Navigation auf


Institut für Computerlinguistik

Dr. Johannes Graën

Johannes Graën, Dr.

  • Academic Associate
+41 44 635 67 21

Current project

Short bio

I studied Computational Linguistics at the IMS in Stuttgart.  During my studies I spent two years in Barcelona where I had the opportunity to participate in the PATExpert project at the TALN group and, later on, write my diploma thesis about dialogue interaction in role-playing video games.

Following my graduation, I led the development of digital cinema content logistics in an international firm (now Ymagis), resuming work that I had carried out for several years as student.  From 2013 to 2017, I worked as PhD student in the SPARCLING project, investigating methods for assembling and querying large multiparallel corpora with a special focus on multilingual alignment.

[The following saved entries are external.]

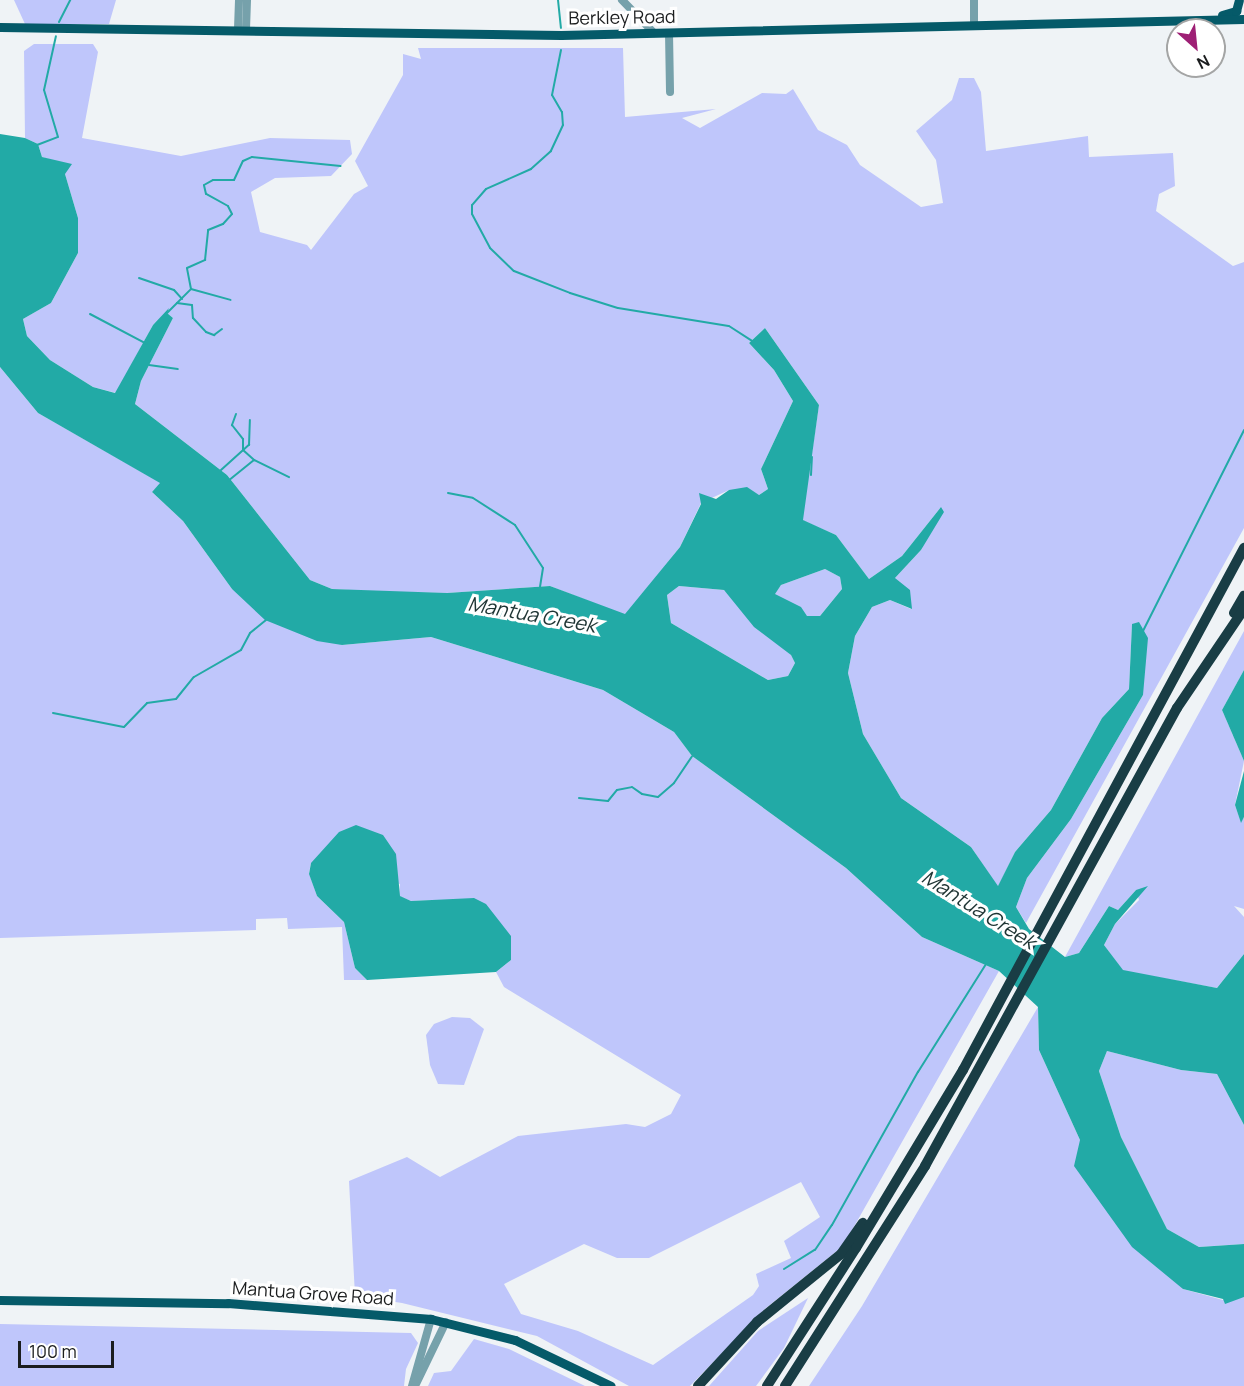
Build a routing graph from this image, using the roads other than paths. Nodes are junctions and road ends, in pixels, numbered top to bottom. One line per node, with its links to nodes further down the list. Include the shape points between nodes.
1 (239, 0): 12 (street)
2 (247, 0): 12 (street)
3 (622, 0): 13 (street)
4 (974, 0): 10 (street)
5 (1239, 0): 6 (main road, via 1239,8 1230,14)
6 (1186, 18)
7 (1226, 20): 8 (main road, Berkley Road)
8 (1244, 20)
9 (1166, 21): 10 (main road, Berkley Road)
10 (974, 26): 14 (main road, Berkley Road)
11 (0, 27): 12 (main road, Berkley Road)
12 (242, 29): 13 (main road, Berkley Road, via 414,34)
13 (654, 33): 14 (main road, Berkley Road)
14 (669, 33): 15 (street)
15 (670, 92)
16 (1244, 548): 20 (highway)
17 (1244, 596): 19 (highway)
18 (1244, 609): 19 (highway)
19 (1210, 655): 28 (highway, via 925,1166)
20 (963, 1070): 26 (highway, via 940,1095 841,1254 757,1322); 27 (highway)
21 (0, 1300): 22 (main road, Mantua Grove Road, via 228,1303)
22 (431, 1319): 23 (main road, Mantua Grove Road); 24 (street)
23 (446, 1322): 24 (street); 25 (main road, Mantua Grove Road, via 538,1349)
24 (414, 1386)
25 (611, 1386)
26 (698, 1386)
27 (767, 1386)
28 (785, 1386)

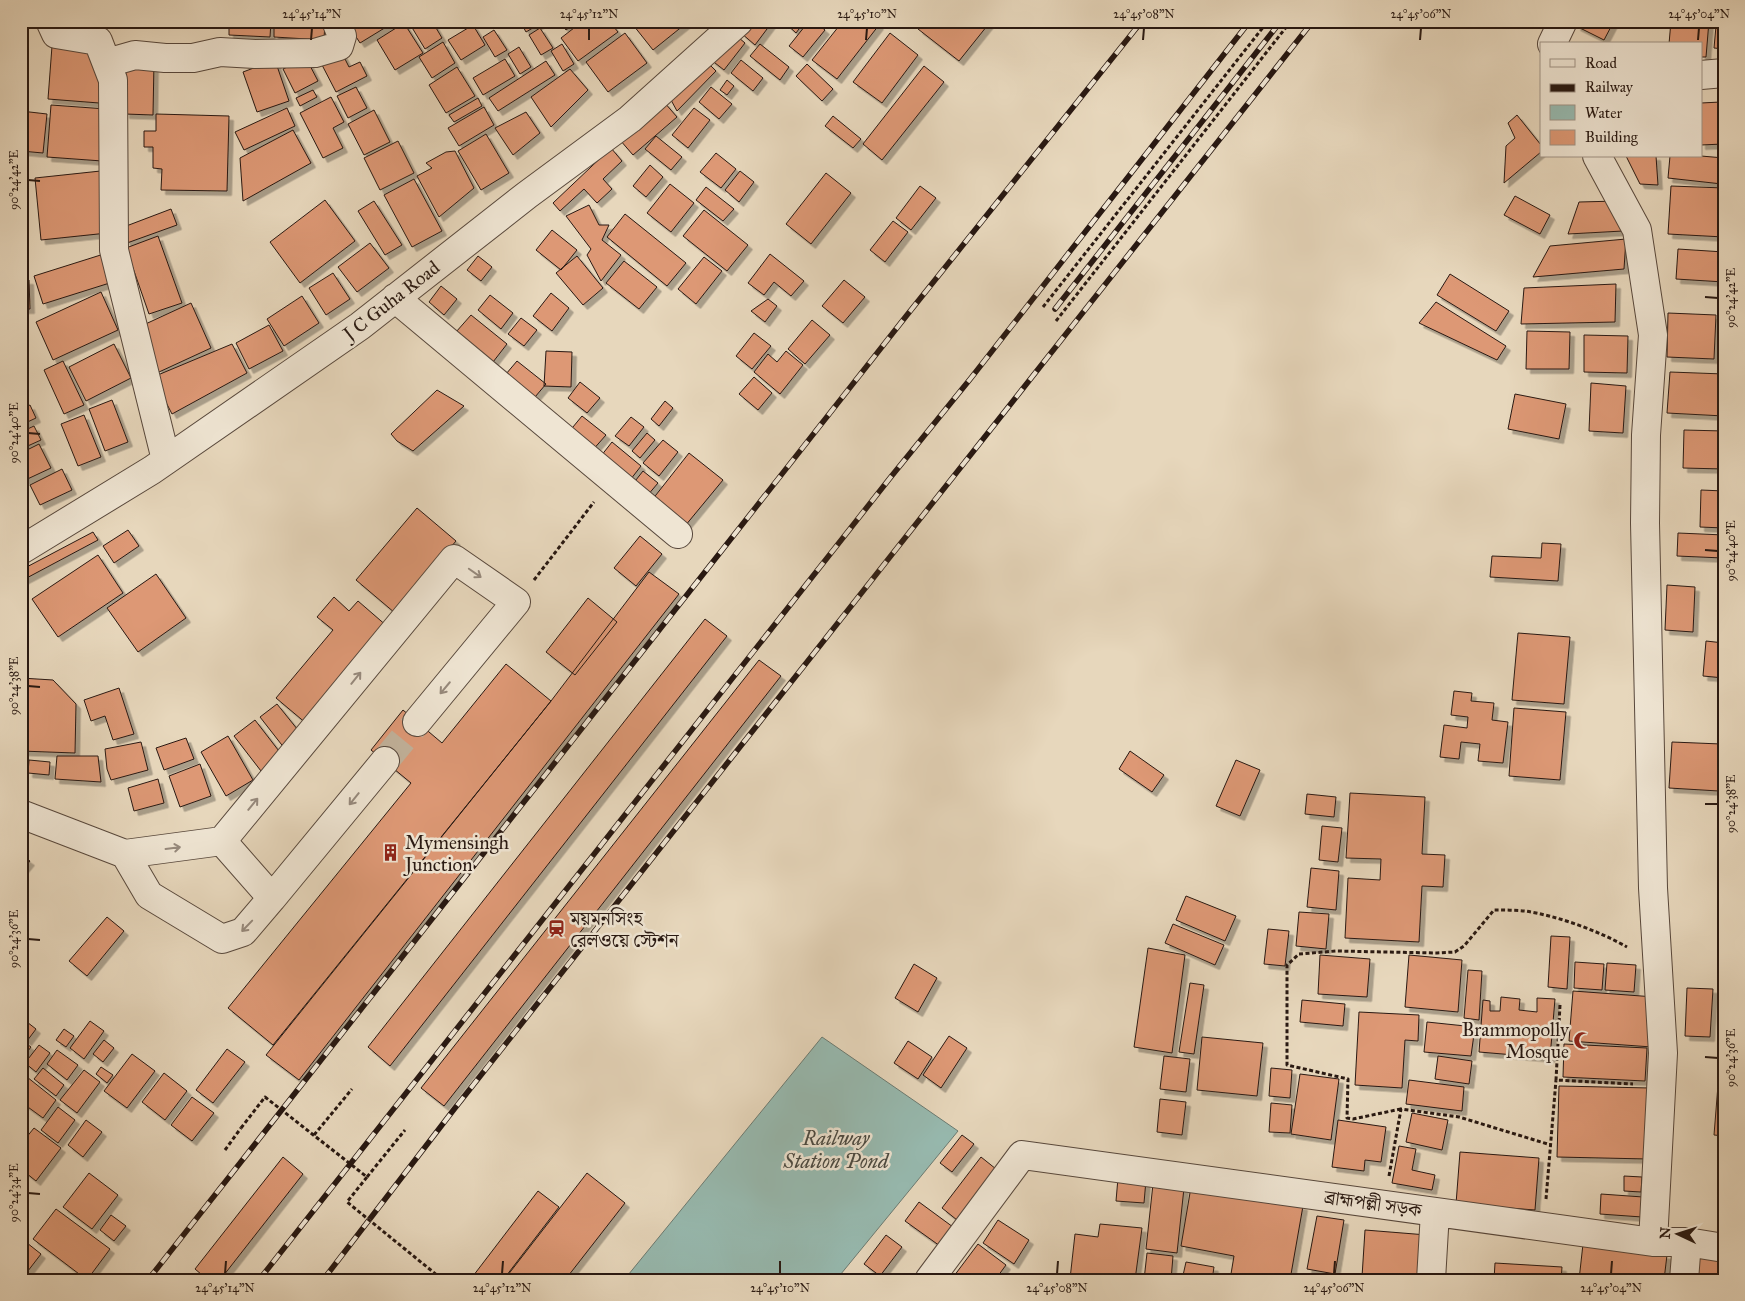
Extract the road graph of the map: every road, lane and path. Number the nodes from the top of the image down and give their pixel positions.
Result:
1 (50, 21) edge
2 (336, 21) edge
3 (738, 21) edge
4 (1268, 21) edge
5 (1291, 21) edge
6 (1563, 21) edge
7 (1553, 42) edge
8 (107, 63) junction
9 (1724, 73) edge
10 (1702, 74) edge
11 (1599, 158) edge
12 (395, 298) junction
13 (1043, 307) dead end
14 (1056, 321) dead end
15 (166, 460) junction
16 (612, 479) junction
17 (678, 534) dead end
18 (21, 550) edge
19 (516, 602) junction
20 (417, 722) tunnel mouth
21 (385, 761) tunnel mouth
22 (21, 814) edge
23 (222, 841) junction
24 (124, 854) junction
25 (272, 898) junction
26 (1658, 965) junction
27 (1560, 1005) dead end
28 (1556, 1080) junction
29 (1661, 1085) junction
30 (352, 1089) dead end
31 (1401, 1109) junction
32 (405, 1130) dead end
33 (314, 1135) junction
34 (1551, 1145) junction
35 (225, 1150) dead end
36 (367, 1176) junction
37 (1383, 1205) junction
38 (1435, 1212) junction
39 (1543, 1227) junction
40 (1653, 1242) junction
41 (1687, 1242) junction
42 (1724, 1248) edge
43 (443, 1280) edge
44 (929, 1280) edge
45 (1431, 1280) edge
46 (1684, 1280) edge

1 - 8 street
2 - 8 street
3 - 12 street, J C Guha Road
4 - 13 path
5 - 14 path
6 - 7 street
8 - 15 street
9 - 10 street
11 - 26 street
12 - 15 street, J C Guha Road
12 - 16 street
15 - 18 street, J C Guha Road
16 - 17 street
16 - 19 path
19 -> 20 street
23 -> 19 street
21 -> 25 street
22 - 24 street
24 -> 23 street
23 - 25 street
25 -> 24 street
26 - 29 street
26 - 31 path
27 - 28 path
28 - 29 path
28 - 34 path
29 - 40 street
30 - 33 path
31 - 34 path
31 - 37 path
32 - 36 path
33 - 35 path, bridge
33 - 36 path, bridge
34 - 39 path
36 - 43 path, bridge
37 - 38 street, ব্রাহ্মপল্লী সড়ক
37 - 44 street, ব্রাহ্মপল্লী সড়ক
38 - 39 street, ব্রাহ্মপল্লী সড়ক
38 - 45 street
39 - 40 street, ব্রাহ্মপল্লী সড়ক
40 - 41 street, ব্রাহ্মপল্লী সড়ক
41 - 42 street, ব্রাহ্মপল্লী সড়ক
41 - 46 street

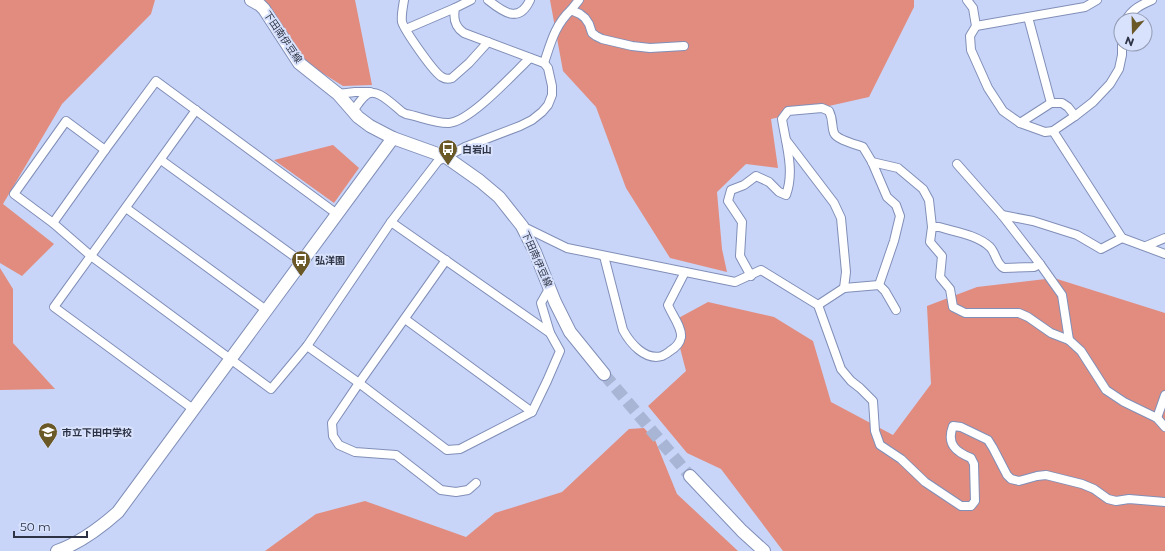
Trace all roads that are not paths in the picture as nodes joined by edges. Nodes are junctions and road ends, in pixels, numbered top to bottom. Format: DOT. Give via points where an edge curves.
graph roads {
  1 [pos="251,0"];
  2 [pos="404,0"];
  3 [pos="471,0"];
  4 [pos="488,0"];
  5 [pos="530,0"];
  6 [pos="580,0"];
  7 [pos="967,0"];
  8 [pos="1097,0"];
  9 [pos="1152,0"];
  10 [pos="455,8"];
  11 [pos="571,10"];
  12 [pos="1131,12"];
  13 [pos="1028,17"];
  14 [pos="976,26"];
  15 [pos="406,30"];
  16 [pos="488,42"];
  17 [pos="684,46"];
  18 [pos="1122,52"];
  19 [pos="530,58"];
  20 [pos="544,63"];
  21 [pos="370,92"];
  22 [pos="338,94"];
  23 [pos="1050,103"];
  24 [pos="196,110"];
  25 [pos="353,111"];
  26 [pos="1075,116"];
  27 [pos="1020,123"];
  28 [pos="1053,131"];
  29 [pos="784,137"];
  30 [pos="393,138"];
  31 [pos="105,150"];
  32 [pos="446,157"];
  33 [pos="161,160"];
  34 [pos="872,162"];
  35 [pos="957,164"];
  36 [pos="126,208"];
  37 [pos="337,214"];
  38 [pos="1002,215"];
  39 [pos="391,222"];
  40 [pos="53,224"];
  41 [pos="522,226"];
  42 [pos="932,227"];
  43 [pos="1122,238"];
  44 [pos="1165,238"];
  45 [pos="1146,246"];
  46 [pos="1165,254"];
  47 [pos="91,256"];
  48 [pos="604,256"];
  49 [pos="446,260"];
  50 [pos="302,262"];
  51 [pos="1040,264"];
  52 [pos="685,272"];
  53 [pos="751,276"];
  54 [pos="878,285"];
  55 [pos="550,288"];
  56 [pos="844,288"];
  57 [pos="818,305"];
  58 [pos="266,310"];
  59 [pos="896,310"];
  60 [pos="405,319"];
  61 [pos="550,333"];
  62 [pos="1069,340"];
  63 [pos="307,346"];
  64 [pos="230,359"];
  65 [pos="604,374"];
  66 [pos="359,383"];
  67 [pos="1165,395"];
  68 [pos="193,409"];
  69 [pos="532,412"];
  70 [pos="1157,418"];
  71 [pos="1165,427"];
  72 [pos="690,476"];
  73 [pos="476,483"];
  74 [pos="1165,502"];
  75 [pos="57,551"];
  76 [pos="764,551"];
  1 -- 22 [label="main road, 下田南伊豆線" via="264,9 298,63"];
  2 -- 15 [label="street" via="402,22"];
  3 -- 10 [label="street"];
  4 -- 5 [label="street" via="511,14 522,11"];
  6 -- 11 [label="street"];
  7 -- 14 [label="street" via="974,8"];
  8 -- 13 [label="street" via="1085,7"];
  9 -- 12 [label="street"];
  10 -- 15 [label="street"];
  10 -- 16 [label="street" via="454,21 460,30"];
  11 -- 17 [label="street" via="585,18 592,33 602,39 650,48"];
  11 -- 20 [label="street" via="556,28"];
  13 -- 14 [label="street"];
  13 -- 23 [label="street"];
  14 -- 27 [label="street" via="970,36 971,50 988,88 1002,111"];
  15 -- 16 [label="street" via="437,73 448,79 459,73"];
  16 -- 19 [label="street"];
  18 -- 26 [label="street" via="1119,70 1110,84 1094,102"];
  19 -- 20 [label="street"];
  19 -- 21 [label="street" via="476,108 456,122 440,122 406,114 382,96"];
  20 -- 32 [label="street" via="550,76 552,96 542,112 520,126"];
  21 -- 22 [label="street"];
  21 -- 25 [label="street"];
  22 -- 25 [label="main road, 下田南伊豆線"];
  23 -- 26 [label="street" via="1062,103"];
  23 -- 27 [label="street"];
  24 -- 31 [label="street" via="156,81"];
  24 -- 33 [label="street"];
  24 -- 37 [label="street"];
  25 -- 30 [label="main road, 下田南伊豆線" via="370,126"];
  26 -- 28 [label="street"];
  27 -- 28 [label="street" via="1045,132"];
  28 -- 43 [label="street"];
  29 -- 34 [label="street" via="782,119 788,111 822,108 829,111 833,118 837,138 863,146"];
  29 -- 53 [label="street" via="790,166 786,194 779,192 770,182 756,176 731,190 728,201 742,222 740,256"];
  29 -- 56 [label="street" via="834,203 841,218 846,272"];
  30 -- 32 [label="main road, 下田南伊豆線"];
  30 -- 37 [label="main road"];
  31 -- 40 [label="street"];
  31 -- 40 [label="street" via="66,121 14,194"];
  32 -- 39 [label="street" via="438,161"];
  32 -- 41 [label="main road, 下田南伊豆線" via="499,197"];
  33 -- 36 [label="street"];
  33 -- 50 [label="street"];
  34 -- 42 [label="street" via="898,168 923,189 929,200"];
  34 -- 54 [label="street" via="887,197 896,205 900,216"];
  35 -- 38 [label="street"];
  36 -- 47 [label="street"];
  36 -- 58 [label="street"];
  37 -- 50 [label="main road"];
  38 -- 43 [label="street" via="1033,221 1077,236 1101,249"];
  38 -- 51 [label="street"];
  39 -- 49 [label="street"];
  39 -- 63 [label="street"];
  40 -- 47 [label="street"];
  41 -- 48 [label="street" via="567,248"];
  41 -- 55 [label="main road, 下田南伊豆線"];
  42 -- 51 [label="street" via="939,227 985,243 1004,268 1034,267"];
  42 -- 62 [label="street" via="930,242 942,256 940,277 950,289 953,307 965,313 1018,313 1051,333"];
  43 -- 45 [label="street"];
  44 -- 45 [label="street"];
  45 -- 46 [label="street"];
  47 -- 64 [label="street"];
  47 -- 68 [label="street" via="54,307"];
  48 -- 52 [label="street"];
  48 -- 52 [label="street" via="623,330 629,341 650,355 661,356 676,348 681,338 680,330 668,306"];
  49 -- 60 [label="street"];
  49 -- 61 [label="street"];
  50 -- 58 [label="main road"];
  51 -- 62 [label="street" via="1062,295"];
  52 -- 53 [label="street" via="735,282"];
  53 -- 57 [label="street" via="761,270"];
  54 -- 56 [label="street"];
  54 -- 59 [label="street" via="885,291"];
  55 -- 61 [label="street" via="541,303"];
  55 -- 65 [label="main road, 下田南伊豆線" via="570,332"];
  56 -- 57 [label="street"];
  57 -- 74 [label="street" via="841,370 873,401 875,431 880,445 901,459 925,482 961,506 970,506 975,501 974,464 971,458 955,450 950,433 953,426 961,427 988,440 1011,479 1019,481 1046,475 1082,484 1116,501 1129,499"];
  58 -- 64 [label="main road"];
  60 -- 66 [label="street"];
  60 -- 69 [label="street"];
  61 -- 69 [label="street" via="560,351"];
  62 -- 70 [label="street" via="1081,351 1106,390"];
  63 -- 64 [label="street" via="271,389"];
  63 -- 66 [label="street"];
  64 -- 68 [label="main road"];
  66 -- 69 [label="street" via="447,450 460,449"];
  66 -- 73 [label="street" via="332,423 333,436 339,445 356,452 396,455 441,490 468,490"];
  67 -- 70 [label="street"];
  68 -- 75 [label="main road" via="118,512 103,526"];
  70 -- 71 [label="street"];
  72 -- 76 [label="main road"];
}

Having learned programming in high school, I used to write small applications to support my own language acquisition (vocabulary and inflection) and later on continued developing language learning software with schoolmates, which brought us several prizes in the Jugend forscht competition.  In 2017, I spent two months at Språkbanken in Gothenburg to learn about their approaches to corpus-based language learning applications.

Teaching and supervision

Starting in fall semester 2014 (HS14), I have been giving the last lecture in the programming techniques for computational linguistics series (PCL III), in HS15 together with Peter Makarov and in HS16 with Fabio Rinaldi.  This lecture is centered around designing and implementing interactive applications (in contrast to processing pipelines) with complex data structures.  Another key aspect of the lecture is software development in teams employing version control.

In spring semester 2014 (FS14), Martin Volk and I held a research seminar about methods and tools for large parallel corpora.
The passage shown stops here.